Como podemos ver, essa formação proporcionou uma interação de professores de diversas áreas de conhecimento, que passaram a entender outras realidades diferentes daquela vivenciada em seu curso ou departamento; permitindo assim, que esses docentes trocassem experiências e que eles se integrassem — reconhecendo em áreas de diferentes conhecimentos, semelhanças e diferenças, e ampliando a visão fragmentada que alguns professores universitários possuem, de só enxergarem o seu grupo e o seu departamento; restringindo toda universidade a essa percepção.

Pois, de acordo com Pimenta e Anastasiou (2011), para desenvolver a docência universitária, é essencial realizar um diagnóstico dos problemas presentes na instituição, para que assim, coletivamente, possa se discutir uma proposta a ser implantada. Nesse caso, é imprescindível que todos os sujeitos envolvidos nessa ação (independente de qual área estejam vinculados) discutam as questões centrais a serem trabalhadas.

Nesse caso, podemos perceber a relevância de se conhecer e de se integrar a universidade como todo, pois, desse modo, compreendendo as diversas situações e os diversos problemas enfrentados nesse meio, os professores tornam-se mais participativos e atuantes na busca de soluções para os desafios identificados coletivamente.

Por fim, destacamos, também, que o processo de formação continuada vivenciado por nossos sujeitos de pesquisa trouxe como consequência a mudança no processo de avaliação

vivenciado pelos participantes da pesquisa, que deixou de ser realizada em apenas um

momento e de uma única maneira, para ser percebida como um processo ao longo de um período; conforme o exemplo abaixo:

hoje, eu vislumbro várias formas de avaliar o meu aluno, não é? É... e não apenas aquela questão da palavra prova... escrita, para avaliar o seu conhecimento. Eu acho que a gente acaba encontrando outras formas, outras maneiras de avaliar o conhecimento que você passa para o aluno e aquilo que ele mostra para você em reciprocidade (P3).

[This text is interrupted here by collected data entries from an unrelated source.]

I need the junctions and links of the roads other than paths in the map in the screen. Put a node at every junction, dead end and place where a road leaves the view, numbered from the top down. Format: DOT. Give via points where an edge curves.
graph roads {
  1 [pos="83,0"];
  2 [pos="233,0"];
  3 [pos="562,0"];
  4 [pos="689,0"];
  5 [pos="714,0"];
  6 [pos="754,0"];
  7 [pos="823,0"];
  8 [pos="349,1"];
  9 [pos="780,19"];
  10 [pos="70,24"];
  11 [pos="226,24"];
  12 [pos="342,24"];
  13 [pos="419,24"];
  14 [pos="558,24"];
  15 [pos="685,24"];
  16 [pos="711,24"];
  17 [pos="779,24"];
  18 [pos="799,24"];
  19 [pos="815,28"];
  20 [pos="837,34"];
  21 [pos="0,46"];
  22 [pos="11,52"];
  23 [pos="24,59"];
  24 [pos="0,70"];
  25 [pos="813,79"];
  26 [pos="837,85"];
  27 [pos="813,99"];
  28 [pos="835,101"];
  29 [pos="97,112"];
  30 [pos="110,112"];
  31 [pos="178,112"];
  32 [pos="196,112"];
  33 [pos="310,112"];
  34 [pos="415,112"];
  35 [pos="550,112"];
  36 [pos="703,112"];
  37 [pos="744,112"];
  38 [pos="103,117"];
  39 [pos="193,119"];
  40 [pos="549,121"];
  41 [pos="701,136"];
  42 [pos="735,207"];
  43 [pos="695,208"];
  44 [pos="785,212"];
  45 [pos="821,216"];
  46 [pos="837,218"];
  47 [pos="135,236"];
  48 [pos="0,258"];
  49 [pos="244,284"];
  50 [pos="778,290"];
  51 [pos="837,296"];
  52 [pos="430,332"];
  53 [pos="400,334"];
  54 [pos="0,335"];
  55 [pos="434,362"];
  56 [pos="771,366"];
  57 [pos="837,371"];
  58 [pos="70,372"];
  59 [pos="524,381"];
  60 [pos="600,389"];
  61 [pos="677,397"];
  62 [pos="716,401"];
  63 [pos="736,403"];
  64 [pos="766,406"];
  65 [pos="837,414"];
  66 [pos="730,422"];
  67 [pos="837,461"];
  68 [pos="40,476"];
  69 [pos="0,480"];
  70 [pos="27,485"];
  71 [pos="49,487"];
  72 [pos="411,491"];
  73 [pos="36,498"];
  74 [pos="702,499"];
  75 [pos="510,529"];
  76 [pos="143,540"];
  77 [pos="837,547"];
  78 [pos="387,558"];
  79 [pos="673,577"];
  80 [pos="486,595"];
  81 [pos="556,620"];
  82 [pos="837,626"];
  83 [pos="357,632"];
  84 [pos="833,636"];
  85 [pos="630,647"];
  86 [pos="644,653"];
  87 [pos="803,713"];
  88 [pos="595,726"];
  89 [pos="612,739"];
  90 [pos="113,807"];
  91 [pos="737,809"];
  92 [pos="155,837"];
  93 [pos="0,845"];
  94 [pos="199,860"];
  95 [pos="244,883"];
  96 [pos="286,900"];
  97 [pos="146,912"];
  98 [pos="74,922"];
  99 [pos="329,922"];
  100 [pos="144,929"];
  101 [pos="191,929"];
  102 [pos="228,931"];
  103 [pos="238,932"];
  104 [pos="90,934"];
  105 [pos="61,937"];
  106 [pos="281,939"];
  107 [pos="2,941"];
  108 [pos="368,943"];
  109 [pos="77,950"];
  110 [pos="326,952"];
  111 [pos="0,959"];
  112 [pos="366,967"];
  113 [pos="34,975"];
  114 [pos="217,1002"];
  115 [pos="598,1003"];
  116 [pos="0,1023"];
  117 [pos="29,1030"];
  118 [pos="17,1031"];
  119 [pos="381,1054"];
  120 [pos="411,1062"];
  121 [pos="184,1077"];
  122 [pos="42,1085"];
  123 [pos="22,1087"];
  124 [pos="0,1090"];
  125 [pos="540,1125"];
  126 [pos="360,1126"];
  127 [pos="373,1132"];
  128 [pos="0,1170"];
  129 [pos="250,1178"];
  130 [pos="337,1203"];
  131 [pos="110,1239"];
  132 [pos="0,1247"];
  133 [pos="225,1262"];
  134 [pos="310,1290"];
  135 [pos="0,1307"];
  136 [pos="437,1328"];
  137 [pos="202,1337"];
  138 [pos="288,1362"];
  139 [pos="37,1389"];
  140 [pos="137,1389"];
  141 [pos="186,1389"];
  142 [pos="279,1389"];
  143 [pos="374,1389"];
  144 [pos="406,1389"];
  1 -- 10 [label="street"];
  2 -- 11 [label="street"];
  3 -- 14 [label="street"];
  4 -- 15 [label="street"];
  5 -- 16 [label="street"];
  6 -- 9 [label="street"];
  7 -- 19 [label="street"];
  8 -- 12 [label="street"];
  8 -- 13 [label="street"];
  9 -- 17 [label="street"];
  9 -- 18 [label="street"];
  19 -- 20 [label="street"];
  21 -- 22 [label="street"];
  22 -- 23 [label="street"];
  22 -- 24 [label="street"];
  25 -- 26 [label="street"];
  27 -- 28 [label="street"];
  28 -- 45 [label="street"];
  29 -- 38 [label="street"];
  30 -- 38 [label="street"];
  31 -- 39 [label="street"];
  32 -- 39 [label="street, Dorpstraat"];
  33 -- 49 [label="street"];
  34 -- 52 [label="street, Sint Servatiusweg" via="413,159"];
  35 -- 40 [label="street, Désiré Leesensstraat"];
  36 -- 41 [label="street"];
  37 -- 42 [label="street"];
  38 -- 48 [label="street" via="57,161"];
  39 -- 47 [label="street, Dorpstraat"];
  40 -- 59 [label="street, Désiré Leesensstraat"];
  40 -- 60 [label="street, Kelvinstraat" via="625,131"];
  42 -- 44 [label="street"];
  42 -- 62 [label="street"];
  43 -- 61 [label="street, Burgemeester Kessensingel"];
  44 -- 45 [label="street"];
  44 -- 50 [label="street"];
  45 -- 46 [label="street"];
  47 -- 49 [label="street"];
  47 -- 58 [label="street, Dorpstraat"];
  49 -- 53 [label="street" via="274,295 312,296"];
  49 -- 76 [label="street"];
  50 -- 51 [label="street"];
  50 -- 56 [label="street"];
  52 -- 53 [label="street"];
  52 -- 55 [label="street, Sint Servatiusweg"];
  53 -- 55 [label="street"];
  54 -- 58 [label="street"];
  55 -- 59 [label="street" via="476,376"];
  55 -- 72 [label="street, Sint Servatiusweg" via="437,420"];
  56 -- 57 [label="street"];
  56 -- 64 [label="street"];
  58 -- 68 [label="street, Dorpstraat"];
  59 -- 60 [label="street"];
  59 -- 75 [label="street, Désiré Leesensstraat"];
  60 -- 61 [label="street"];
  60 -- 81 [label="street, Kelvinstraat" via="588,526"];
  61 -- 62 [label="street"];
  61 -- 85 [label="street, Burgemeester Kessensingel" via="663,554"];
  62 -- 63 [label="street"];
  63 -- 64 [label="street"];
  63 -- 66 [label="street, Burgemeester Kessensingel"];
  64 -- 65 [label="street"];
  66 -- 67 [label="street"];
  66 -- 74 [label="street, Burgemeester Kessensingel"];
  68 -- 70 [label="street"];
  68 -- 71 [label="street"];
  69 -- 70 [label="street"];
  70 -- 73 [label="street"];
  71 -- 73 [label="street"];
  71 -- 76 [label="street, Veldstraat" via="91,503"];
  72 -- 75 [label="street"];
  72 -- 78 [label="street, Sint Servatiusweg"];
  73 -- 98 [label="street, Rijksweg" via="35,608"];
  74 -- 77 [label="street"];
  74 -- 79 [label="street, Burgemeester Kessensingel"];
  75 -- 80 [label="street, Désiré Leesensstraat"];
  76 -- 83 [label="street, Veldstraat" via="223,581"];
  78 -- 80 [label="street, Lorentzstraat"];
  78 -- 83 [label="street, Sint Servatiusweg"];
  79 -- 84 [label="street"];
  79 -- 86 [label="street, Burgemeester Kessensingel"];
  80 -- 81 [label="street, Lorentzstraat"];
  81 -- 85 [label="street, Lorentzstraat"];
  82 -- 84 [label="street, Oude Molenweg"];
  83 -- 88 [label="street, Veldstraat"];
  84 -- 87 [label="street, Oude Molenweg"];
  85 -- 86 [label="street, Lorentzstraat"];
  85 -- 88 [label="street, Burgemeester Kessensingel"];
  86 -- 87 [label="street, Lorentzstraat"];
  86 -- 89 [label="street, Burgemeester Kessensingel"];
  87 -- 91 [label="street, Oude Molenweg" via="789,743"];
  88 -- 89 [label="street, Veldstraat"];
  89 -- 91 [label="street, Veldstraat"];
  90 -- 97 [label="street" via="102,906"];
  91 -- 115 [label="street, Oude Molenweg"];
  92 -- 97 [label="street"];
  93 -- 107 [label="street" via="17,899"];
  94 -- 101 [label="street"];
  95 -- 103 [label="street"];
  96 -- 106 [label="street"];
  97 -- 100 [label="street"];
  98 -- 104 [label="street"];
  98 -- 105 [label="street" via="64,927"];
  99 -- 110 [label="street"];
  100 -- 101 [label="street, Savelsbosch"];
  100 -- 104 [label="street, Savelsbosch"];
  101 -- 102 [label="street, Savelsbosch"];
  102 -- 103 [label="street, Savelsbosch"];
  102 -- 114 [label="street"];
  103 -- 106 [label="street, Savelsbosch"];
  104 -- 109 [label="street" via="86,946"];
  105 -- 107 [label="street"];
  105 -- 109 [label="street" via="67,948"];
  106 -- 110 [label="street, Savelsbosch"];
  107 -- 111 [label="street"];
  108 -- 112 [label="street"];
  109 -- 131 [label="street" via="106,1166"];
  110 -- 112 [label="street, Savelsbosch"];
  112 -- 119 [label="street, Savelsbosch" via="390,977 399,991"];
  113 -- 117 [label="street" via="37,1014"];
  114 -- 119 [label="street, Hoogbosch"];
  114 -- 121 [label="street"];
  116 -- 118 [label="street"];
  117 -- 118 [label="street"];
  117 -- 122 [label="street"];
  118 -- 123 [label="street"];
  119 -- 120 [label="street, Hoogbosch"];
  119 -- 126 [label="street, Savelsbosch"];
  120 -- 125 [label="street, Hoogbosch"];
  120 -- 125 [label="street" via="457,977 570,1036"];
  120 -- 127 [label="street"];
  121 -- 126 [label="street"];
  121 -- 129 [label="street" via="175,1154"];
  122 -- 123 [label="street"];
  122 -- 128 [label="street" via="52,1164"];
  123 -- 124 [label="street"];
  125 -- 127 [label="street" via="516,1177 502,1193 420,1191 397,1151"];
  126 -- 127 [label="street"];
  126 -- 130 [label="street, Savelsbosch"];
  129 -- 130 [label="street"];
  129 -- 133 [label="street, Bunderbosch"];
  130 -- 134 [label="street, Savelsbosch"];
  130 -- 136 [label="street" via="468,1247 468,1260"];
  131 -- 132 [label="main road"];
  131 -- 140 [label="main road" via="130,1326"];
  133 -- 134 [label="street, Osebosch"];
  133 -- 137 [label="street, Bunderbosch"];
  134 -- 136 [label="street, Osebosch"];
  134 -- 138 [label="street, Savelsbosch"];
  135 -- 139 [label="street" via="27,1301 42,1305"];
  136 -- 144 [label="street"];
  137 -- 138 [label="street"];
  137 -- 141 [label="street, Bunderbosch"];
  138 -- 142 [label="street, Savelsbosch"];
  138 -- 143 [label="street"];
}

A respeito disso, Veiga (2008b, p. 288), defende a ideia de que, “a avaliação deve se colocar na concepção integrada de ensino e de aprendizagem, visto que ela não se restringe a um simples instrumento de mensuração ou uma atividade isolada da ação educativa.”. Pois, ela deve ser percebida como uma articulação entre o trabalho pedagógico e curricular (estruturado pelos docentes) e a ação mobilizadora do processo de ensino e de aprendizagem (realizada pelos docentes e discentes em sala de aula).

Pois, o mecanismo de avaliação deve abranger processos complexos do pensamento, motivando os alunos para a resolução de problemas; dessa forma, é necessário propiciar avaliações mais abertas, utilizando vários procedimentos e instrumentos para coleta de informação, e assim, analisar de forma sistemática as informações obtidas (VEIGA, 2008b).

De modo geral, podemos inferir que a formação continuada didático-pedagógica vivenciada por nossos entrevistados, permitiu a estes professores refletirem sobre as ações que estavam sendo executadas, por eles, em sala de aula; ocasionando assim, mudanças em sua prática docente (na maneira de entender seus discentes, na mudança da avaliação e no planejamento) e um melhor conhecimento da organização e das diversas áreas de conhecimento que compõe a universidade.